Nothing to process:¶
$ migration_runner sql-migrations test_user beveradb.tk test_db test_password
2019-02-10 22:19:23 - info: Starting with database version: 55
2019-02-10 22:19:23 - info: Migrations yet to be processed: 0 (out of 11 in dir)
2019-02-10 22:19:23 - info: Database version now 55 after processing 0 migrations. Remaining: 0.
Missing argument:¶
$ migration_runner sql-migrations test_user beveradb.tk test_db
Usage: migration_runner [OPTIONS] SQL_DIRECTORY DB_USER DB_HOST DB_NAME
DB_PASSWORD
Try "migration_runner --help" for help.
Error: Missing argument "DB_PASSWORD".
Debug output:¶
$ migration_runner -l DEBUG sql-migrations test_user beveradb.tk test_db test_password
2019-02-10 22:21:48 - debug: CLI execution start
2019-02-10 22:21:48 - debug: Migrations found: 11
2019-02-10 22:21:48 - debug: Connecting to database with details: user=test_user, password=fake_password, host=beveradb.tk, db=migration_runner_test
2019-02-10 22:20:37 - error: Database connection error: 1045 (28000): Access denied for user 'test_user' (using password: YES)
API Documentation¶
Information on specific functions, classes, and methods.
migration_runner package¶
Submodules¶
migration_runner.cli module¶
Console script for migration_runner.
migration_runner.controller module¶
migration_runner.database_tools module¶
migration_runner.helpers module¶
Module contents¶
Top-level package for Migration Runner.
Contributing¶
Contributions are welcome, and they are greatly appreciated! Every little bit helps, and credit will always be given.

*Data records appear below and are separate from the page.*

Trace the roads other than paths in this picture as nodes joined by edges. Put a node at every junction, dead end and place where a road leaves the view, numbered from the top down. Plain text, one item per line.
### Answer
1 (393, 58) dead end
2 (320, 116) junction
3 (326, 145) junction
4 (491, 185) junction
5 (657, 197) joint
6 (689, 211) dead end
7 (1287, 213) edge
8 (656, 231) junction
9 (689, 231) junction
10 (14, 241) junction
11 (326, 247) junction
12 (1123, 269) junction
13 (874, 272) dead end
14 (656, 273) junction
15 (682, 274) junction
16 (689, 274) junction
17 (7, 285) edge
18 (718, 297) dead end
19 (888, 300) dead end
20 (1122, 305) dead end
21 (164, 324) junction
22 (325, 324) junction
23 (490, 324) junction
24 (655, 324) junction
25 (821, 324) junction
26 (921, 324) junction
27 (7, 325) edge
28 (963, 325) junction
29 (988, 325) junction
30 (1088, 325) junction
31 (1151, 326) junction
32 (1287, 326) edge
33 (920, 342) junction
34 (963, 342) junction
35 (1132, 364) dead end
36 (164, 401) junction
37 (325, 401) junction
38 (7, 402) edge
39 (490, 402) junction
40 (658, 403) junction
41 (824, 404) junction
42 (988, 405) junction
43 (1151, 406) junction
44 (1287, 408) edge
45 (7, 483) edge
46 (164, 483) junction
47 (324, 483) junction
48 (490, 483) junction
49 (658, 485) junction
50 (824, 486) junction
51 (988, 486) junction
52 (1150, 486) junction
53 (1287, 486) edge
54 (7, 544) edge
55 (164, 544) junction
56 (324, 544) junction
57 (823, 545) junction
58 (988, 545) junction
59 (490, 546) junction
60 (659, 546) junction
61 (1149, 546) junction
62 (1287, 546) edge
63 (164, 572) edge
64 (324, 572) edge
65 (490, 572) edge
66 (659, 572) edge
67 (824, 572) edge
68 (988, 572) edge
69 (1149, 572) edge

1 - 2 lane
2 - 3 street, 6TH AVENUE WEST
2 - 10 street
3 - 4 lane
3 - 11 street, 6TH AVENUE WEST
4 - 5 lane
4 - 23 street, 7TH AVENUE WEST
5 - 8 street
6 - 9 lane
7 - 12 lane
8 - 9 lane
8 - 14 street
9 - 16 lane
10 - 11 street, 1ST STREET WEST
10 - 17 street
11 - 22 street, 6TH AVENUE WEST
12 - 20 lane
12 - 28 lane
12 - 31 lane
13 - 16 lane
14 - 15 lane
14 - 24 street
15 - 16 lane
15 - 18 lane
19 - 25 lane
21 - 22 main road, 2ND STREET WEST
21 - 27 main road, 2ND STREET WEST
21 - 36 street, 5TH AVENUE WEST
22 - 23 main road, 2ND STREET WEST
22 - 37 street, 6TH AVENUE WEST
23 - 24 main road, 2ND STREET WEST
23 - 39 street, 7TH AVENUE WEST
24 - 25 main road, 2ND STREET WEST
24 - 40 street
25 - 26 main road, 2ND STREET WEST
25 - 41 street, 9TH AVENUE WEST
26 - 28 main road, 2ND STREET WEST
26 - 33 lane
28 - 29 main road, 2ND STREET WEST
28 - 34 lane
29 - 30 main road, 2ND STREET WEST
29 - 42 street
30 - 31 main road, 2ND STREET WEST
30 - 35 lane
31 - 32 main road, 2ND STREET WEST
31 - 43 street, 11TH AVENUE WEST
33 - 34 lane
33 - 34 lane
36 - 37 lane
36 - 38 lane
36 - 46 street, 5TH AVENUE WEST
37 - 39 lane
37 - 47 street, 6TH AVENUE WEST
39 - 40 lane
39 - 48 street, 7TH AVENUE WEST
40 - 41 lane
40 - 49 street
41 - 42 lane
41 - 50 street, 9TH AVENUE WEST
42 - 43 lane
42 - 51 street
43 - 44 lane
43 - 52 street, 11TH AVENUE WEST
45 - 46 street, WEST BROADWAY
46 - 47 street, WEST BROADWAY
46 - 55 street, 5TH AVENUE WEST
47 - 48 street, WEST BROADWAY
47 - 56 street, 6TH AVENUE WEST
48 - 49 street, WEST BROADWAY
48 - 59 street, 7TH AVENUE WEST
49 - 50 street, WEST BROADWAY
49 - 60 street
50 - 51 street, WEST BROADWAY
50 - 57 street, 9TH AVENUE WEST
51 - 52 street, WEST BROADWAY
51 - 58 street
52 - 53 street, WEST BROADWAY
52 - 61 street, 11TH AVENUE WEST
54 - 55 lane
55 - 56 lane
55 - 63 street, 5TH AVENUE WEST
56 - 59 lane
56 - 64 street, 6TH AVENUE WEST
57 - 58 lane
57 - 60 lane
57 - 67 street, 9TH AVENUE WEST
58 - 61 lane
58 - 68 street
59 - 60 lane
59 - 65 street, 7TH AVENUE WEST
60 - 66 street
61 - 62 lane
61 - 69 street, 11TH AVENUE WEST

You can contribute in many ways:
Types of Contributions¶
Report Bugs¶
Report bugs at https://github.com/beveradb/migration_runner/issues.
If you are reporting a bug, please include:
- Your operating system name and version.

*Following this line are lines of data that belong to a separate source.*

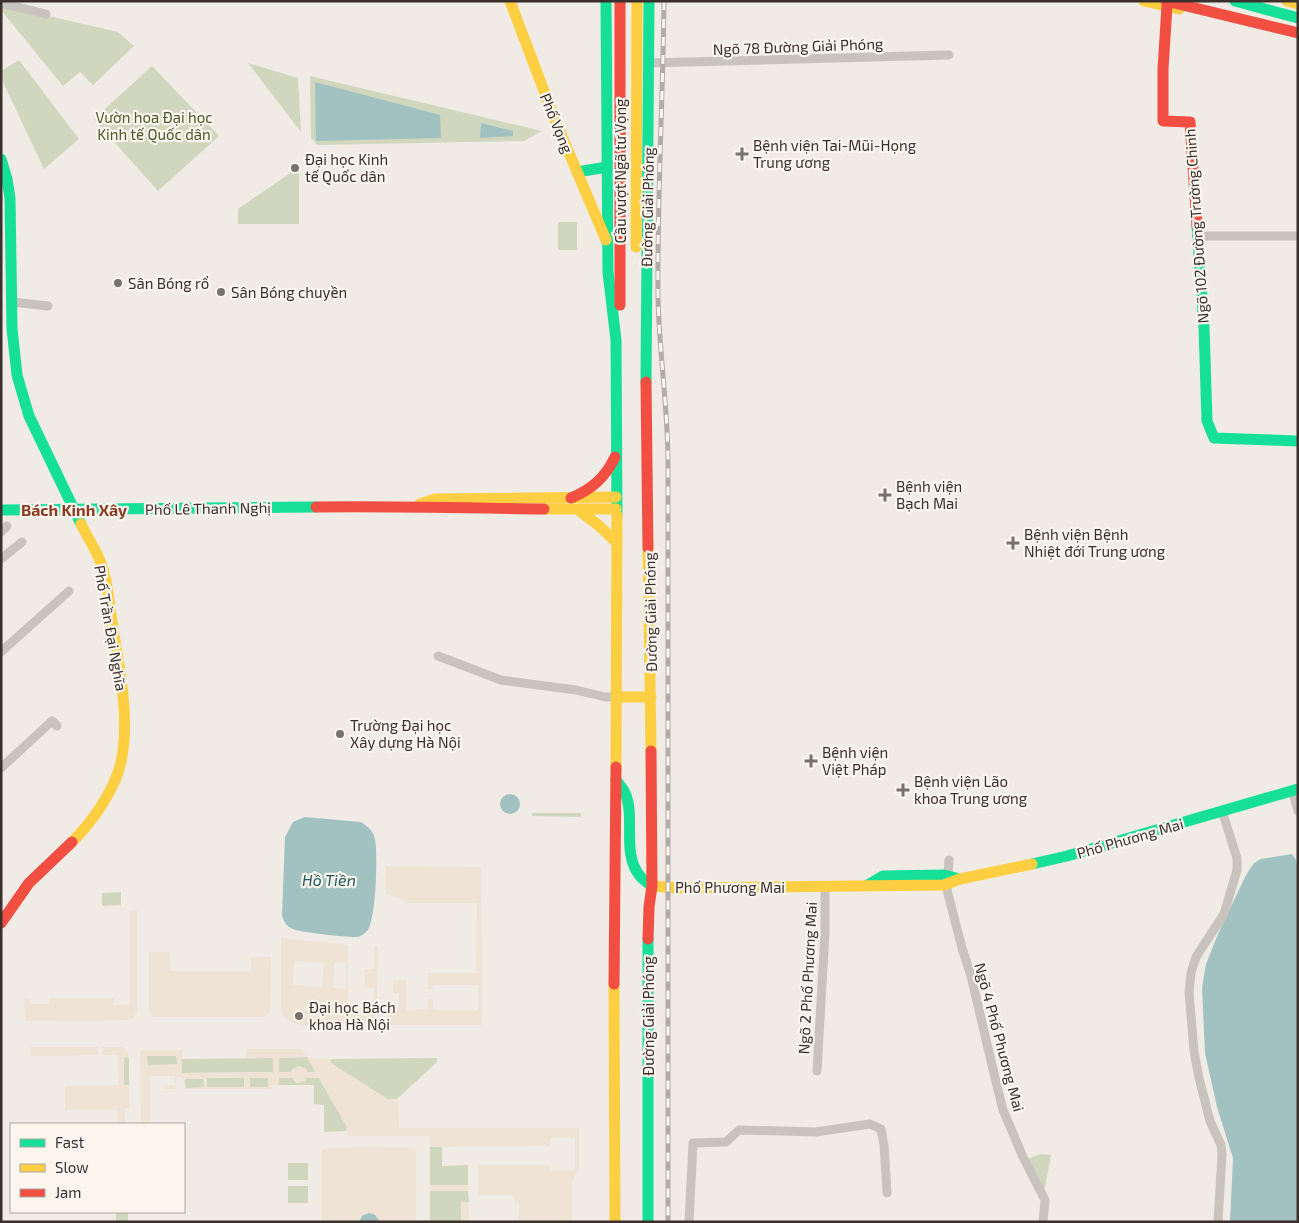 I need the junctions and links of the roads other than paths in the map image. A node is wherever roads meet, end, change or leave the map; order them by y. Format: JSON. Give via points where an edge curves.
{"nodes":[{"id":1,"x":510,"y":1,"type":"edge"},
{"id":2,"x":606,"y":1,"type":"edge"},
{"id":3,"x":620,"y":1,"type":"edge"},
{"id":4,"x":637,"y":1,"type":"edge"},
{"id":5,"x":649,"y":1,"type":"edge"},
{"id":6,"x":1144,"y":1,"type":"edge"},
{"id":7,"x":1191,"y":1,"type":"edge"},
{"id":8,"x":1235,"y":1,"type":"edge"},
{"id":9,"x":1287,"y":1,"type":"edge"},
{"id":10,"x":1,"y":3,"type":"edge"},
{"id":11,"x":1167,"y":4,"type":"edge"},
{"id":12,"x":1213,"y":4,"type":"edge"},
{"id":13,"x":1298,"y":4,"type":"edge"},
{"id":14,"x":46,"y":14,"type":"dead end"},
{"id":15,"x":1298,"y":18,"type":"edge"},
{"id":16,"x":1298,"y":26,"type":"edge"},
{"id":17,"x":1298,"y":32,"type":"edge"},
{"id":18,"x":1298,"y":39,"type":"edge"},
{"id":19,"x":949,"y":55,"type":"dead end"},
{"id":20,"x":648,"y":63,"type":"junction"},
{"id":21,"x":1,"y":159,"type":"edge"},
{"id":22,"x":608,"y":167,"type":"junction"},
{"id":23,"x":577,"y":172,"type":"junction"},
{"id":24,"x":1197,"y":236,"type":"junction"},
{"id":25,"x":1298,"y":236,"type":"edge"},
{"id":26,"x":608,"y":244,"type":"junction"},
{"id":27,"x":6,"y":246,"type":"edge"},
{"id":28,"x":13,"y":302,"type":"junction"},
{"id":29,"x":48,"y":306,"type":"dead end"},
{"id":30,"x":616,"y":340,"type":"junction"},
{"id":31,"x":644,"y":345,"type":"junction"},
{"id":32,"x":1298,"y":440,"type":"edge"},
{"id":33,"x":617,"y":454,"type":"junction"},
{"id":34,"x":571,"y":498,"type":"junction"},
{"id":35,"x":616,"y":503,"type":"junction"},
{"id":36,"x":415,"y":506,"type":"junction"},
{"id":37,"x":73,"y":508,"type":"junction"},
{"id":38,"x":577,"y":509,"type":"junction"},
{"id":39,"x":1,"y":510,"type":"edge"},
{"id":40,"x":22,"y":542,"type":"dead end"},
{"id":41,"x":616,"y":542,"type":"junction"},
{"id":42,"x":1,"y":559,"type":"edge"},
{"id":43,"x":69,"y":591,"type":"dead end"},
{"id":44,"x":3,"y":646,"type":"edge"},
{"id":45,"x":438,"y":656,"type":"dead end"},
{"id":46,"x":651,"y":697,"type":"junction"},
{"id":47,"x":617,"y":698,"type":"junction"},
{"id":48,"x":57,"y":726,"type":"dead end"},
{"id":49,"x":1,"y":768,"type":"edge"},
{"id":50,"x":616,"y":779,"type":"junction"},
{"id":51,"x":1295,"y":790,"type":"edge"},
{"id":52,"x":1222,"y":811,"type":"junction"},
{"id":53,"x":1298,"y":811,"type":"edge"},
{"id":54,"x":949,"y":860,"type":"dead end"},
{"id":55,"x":952,"y":880,"type":"junction"},
{"id":56,"x":652,"y":886,"type":"junction"},
{"id":57,"x":825,"y":887,"type":"junction"},
{"id":58,"x":1,"y":923,"type":"edge"},
{"id":59,"x":817,"y":1071,"type":"dead end"},
{"id":60,"x":886,"y":1192,"type":"dead end"},
{"id":61,"x":615,"y":1222,"type":"edge"},
{"id":62,"x":648,"y":1222,"type":"edge"},
{"id":63,"x":689,"y":1222,"type":"edge"},
{"id":64,"x":1043,"y":1222,"type":"edge"},
{"id":65,"x":1218,"y":1222,"type":"edge"}],
"edges":[{"from":1,"to":23,"type":"main road","name":"Phố Vọng"},
{"from":2,"to":22,"type":"main road"},
{"from":3,"to":30,"type":"main road","name":"Cầu vượt Ngã tư Vọng","via":[[620,296]]},
{"from":4,"to":31,"type":"main road","name":"Cầu vượt Ngã tư Vọng","via":[[636,298]]},
{"from":5,"to":20,"type":"main road","name":"Đường Giải Phóng"},
{"from":6,"to":11,"type":"main road"},
{"from":7,"to":12,"type":"main road"},
{"from":8,"to":15,"type":"main road"},
{"from":9,"to":13,"type":"main road"},
{"from":10,"to":14,"type":"street"},
{"from":11,"to":17,"type":"main road"},
{"from":11,"to":18,"type":"main road"},
{"from":11,"to":24,"type":"main road","name":"Ngõ 102 Đường Trường Chinh","via":[[1163,121],[1190,122]]},
{"from":12,"to":16,"type":"main road"},
{"from":19,"to":20,"type":"street","name":"Ngõ 78 Đường Giải Phóng"},
{"from":20,"to":31,"type":"main road","name":"Đường Giải Phóng"},
{"from":21,"to":27,"type":"main road","name":"Phố Trần Đại Nghĩa","via":[[9,187]]},
{"from":22,"to":23,"type":"main road"},
{"from":22,"to":26,"type":"main road"},
{"from":23,"to":26,"type":"main road","name":"Phố Vọng"},
{"from":24,"to":25,"type":"street"},
{"from":24,"to":32,"type":"main road","name":"Ngõ 102 Đường Trường Chinh","via":[[1207,421],[1214,438]]},
{"from":26,"to":30,"type":"main road"},
{"from":27,"to":28,"type":"main road","name":"Phố Trần Đại Nghĩa"},
{"from":28,"to":29,"type":"street"},
{"from":28,"to":37,"type":"main road","name":"Phố Trần Đại Nghĩa","via":[[15,352],[24,405]]},
{"from":30,"to":33,"type":"main road"},
{"from":31,"to":46,"type":"main road","name":"Đường Giải Phóng"},
{"from":33,"to":34,"type":"main road","via":[[599,483]]},
{"from":33,"to":35,"type":"main road"},
{"from":34,"to":35,"type":"main road","name":"Phố Lê Thanh Nghị"},
{"from":34,"to":36,"type":"main road","name":"Phố Lê Thanh Nghị","via":[[435,500]]},
{"from":35,"to":38,"type":"main road","name":"Phố Lê Thanh Nghị"},
{"from":35,"to":41,"type":"main road"},
{"from":36,"to":37,"type":"main road","name":"Phố Lê Thanh Nghị"},
{"from":36,"to":38,"type":"main road","name":"Phố Lê Thanh Nghị"},
{"from":37,"to":39,"type":"main road","name":"Phố Lê Thanh Nghị"},
{"from":37,"to":58,"type":"main road","name":"Phố Trần Đại Nghĩa","via":[[104,571],[124,706],[121,763],[111,787],[85,829],[30,884]]},
{"from":38,"to":41,"type":"main road"},
{"from":40,"to":42,"type":"street"},
{"from":41,"to":47,"type":"main road"},
{"from":43,"to":44,"type":"street"},
{"from":45,"to":47,"type":"street","via":[[501,680]]},
{"from":46,"to":47,"type":"main road"},
{"from":46,"to":56,"type":"main road","name":"Đường Giải Phóng"},
{"from":47,"to":50,"type":"main road"},
{"from":48,"to":49,"type":"street","via":[[52,721]]},
{"from":50,"to":56,"type":"main road","via":[[623,786],[629,806],[633,866]]},
{"from":50,"to":61,"type":"main road"},
{"from":51,"to":52,"type":"main road","name":"Phố Phương Mai"},
{"from":51,"to":53,"type":"street"},
{"from":52,"to":55,"type":"main road","name":"Phố Phương Mai","via":[[1066,856]]},
{"from":52,"to":65,"type":"street","via":[[1238,870],[1224,914],[1196,958],[1189,992],[1199,1078],[1221,1145]]},
{"from":54,"to":55,"type":"street"},
{"from":55,"to":57,"type":"main road","name":"Phố Phương Mai","via":[[944,875],[883,876],[868,885]]},
{"from":55,"to":64,"type":"street","name":"Ngõ 4 Phố Phương Mai","via":[[948,890],[954,919],[1003,1110],[1045,1200]]},
{"from":56,"to":57,"type":"main road","name":"Phố Phương Mai"},
{"from":56,"to":62,"type":"main road","name":"Đường Giải Phóng","via":[[648,968]]},
{"from":57,"to":59,"type":"street","name":"Ngõ 2 Phố Phương Mai"},
{"from":60,"to":63,"type":"street","via":[[881,1129],[870,1124],[816,1132],[740,1130],[726,1142],[693,1143]]}]}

- Any details about your local setup that might be helpful in troubleshooting.
- Detailed steps to reproduce the bug.
Fix Bugs¶
Look through the GitHub issues for bugs. Anything tagged with “bug” and “help wanted” is open to whoever wants to implement it.
Implement Features¶
Look through the GitHub issues for features. Anything tagged with “enhancement” and “help wanted” is open to whoever wants to implement it.
Write Documentation¶
Migration Runner could always use more documentation, whether as part of the official Migration Runner docs, in docstrings, or even on the web in blog posts, articles, and such.
Submit Feedback¶
The best way to send feedback is to file an issue at https://github.com/beveradb/migration_runner/issues.
If you are proposing a feature:
- Explain in detail how it would work.
- Keep the scope as narrow as possible, to make it easier to implement.

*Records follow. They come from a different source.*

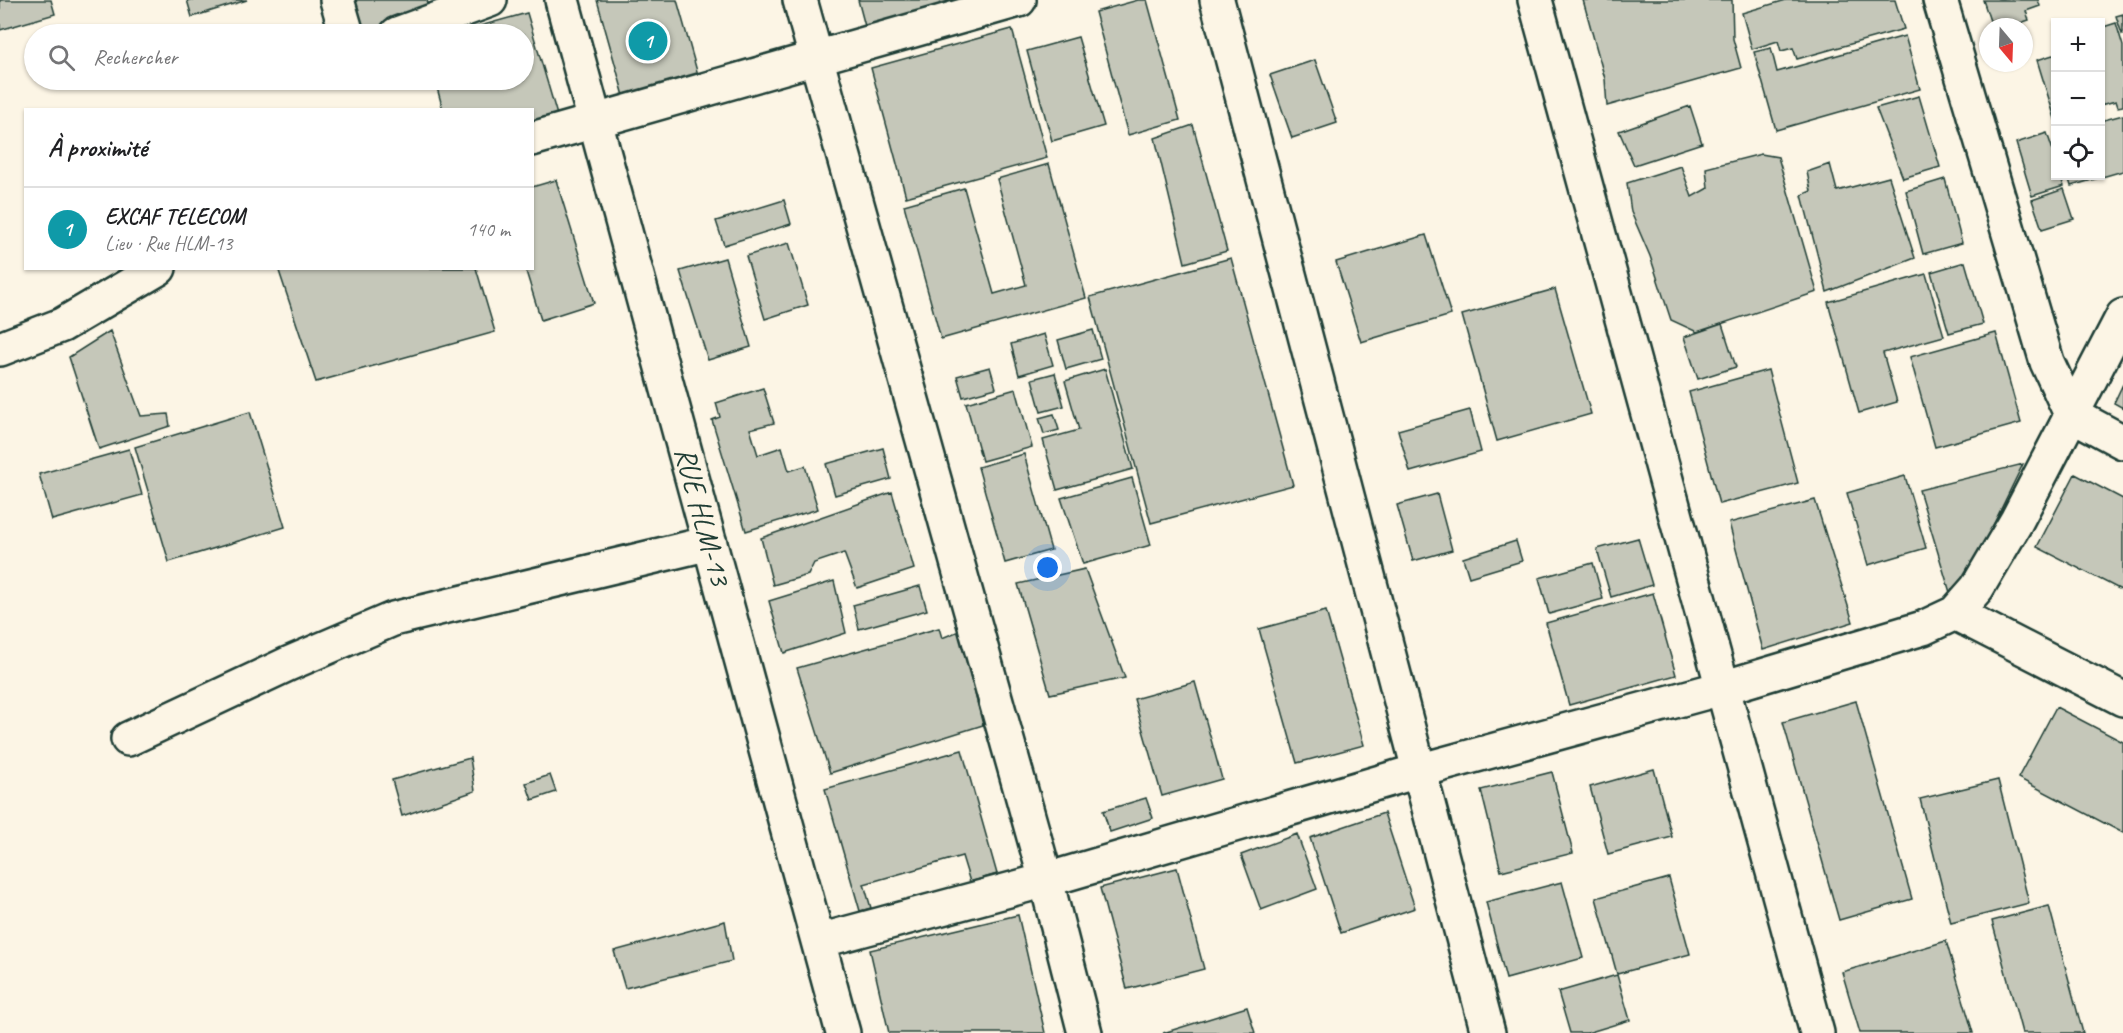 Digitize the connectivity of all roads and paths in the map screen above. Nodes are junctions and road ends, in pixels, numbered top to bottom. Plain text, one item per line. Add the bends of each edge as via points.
1 (338, 0) edge
2 (490, 0) edge
3 (562, 0) edge
4 (800, 0) edge
5 (1019, 0) edge
6 (1216, 0) edge
7 (1534, 0) edge
8 (1940, 0) edge
9 (344, 24) edge
10 (424, 24) edge
11 (815, 57) junction
12 (595, 120) junction
13 (534, 138) edge
14 (156, 270) edge
15 (2123, 316) edge
16 (0, 349) edge
17 (2072, 414) junction
18 (2123, 442) edge
19 (710, 543) junction
20 (1955, 614) junction
21 (1722, 688) junction
22 (2123, 699) edge
23 (128, 739) dead end
24 (1418, 771) junction
25 (1046, 880) junction
26 (819, 942) junction
27 (1807, 1030) edge
28 (840, 1032) edge
29 (1085, 1033) edge
30 (1488, 1033) edge

1 - 9 street
2 - 10 street
3 - 12 street, RUE HLM-13
4 - 11 street
5 - 11 street
6 - 24 street
7 - 21 street
8 - 17 street via 2030,310 2047,362
11 - 12 street
11 - 25 street
12 - 13 street
12 - 19 street, RUE HLM-13
14 - 16 street via 62,325
15 - 17 street
17 - 18 street
17 - 20 street via 2016,522 1977,588
19 - 23 street via 393,619
19 - 26 street, RUE HLM-13
20 - 21 street via 1923,628
20 - 22 street
21 - 24 street
21 - 27 street
24 - 25 street
24 - 30 street
25 - 26 street
25 - 29 street
26 - 28 street, RUE HLM-13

- Remember that this is a volunteer-driven project, and that contributions are welcome :)
Get Started!¶
Ready to contribute? Here’s how to set up migration_runner for local development.
Fork the migration_runner repo on GitHub.
Clone your fork locally:
$ git clone git@github.com:your_name_here/migration_runner.git
Install your local copy into a virtualenv. Assuming you have virtualenvwrapper installed, this is how you set up your fork for local development:
$ mkvirtualenv migration_runner $ cd migration_runner/ $ python setup.py develop
Create a branch for local development:
$ git checkout -b name-of-your-bugfix-or-feature
Now you can make your changes locally.
When you’re done making changes, check that your changes pass flake8 and the tests, including testing other Python versions with tox:
$ flake8 migration_runner tests $ python setup.py test or py.test $ tox
To get flake8 and tox, just pip install them into your virtualenv.
Commit your changes and push your branch to GitHub:
$ git add . $ git commit -m "Your detailed description of your changes." $ git push origin name-of-your-bugfix-or-feature
Submit a pull request through the GitHub website.
Pull Request Guidelines¶
Before you submit a pull request, check that it meets these guidelines:
- The pull request should include tests.
- If the pull request adds functionality, the docs should be updated. Put your new functionality into a function with a docstring, and add the feature to the list in README.rst.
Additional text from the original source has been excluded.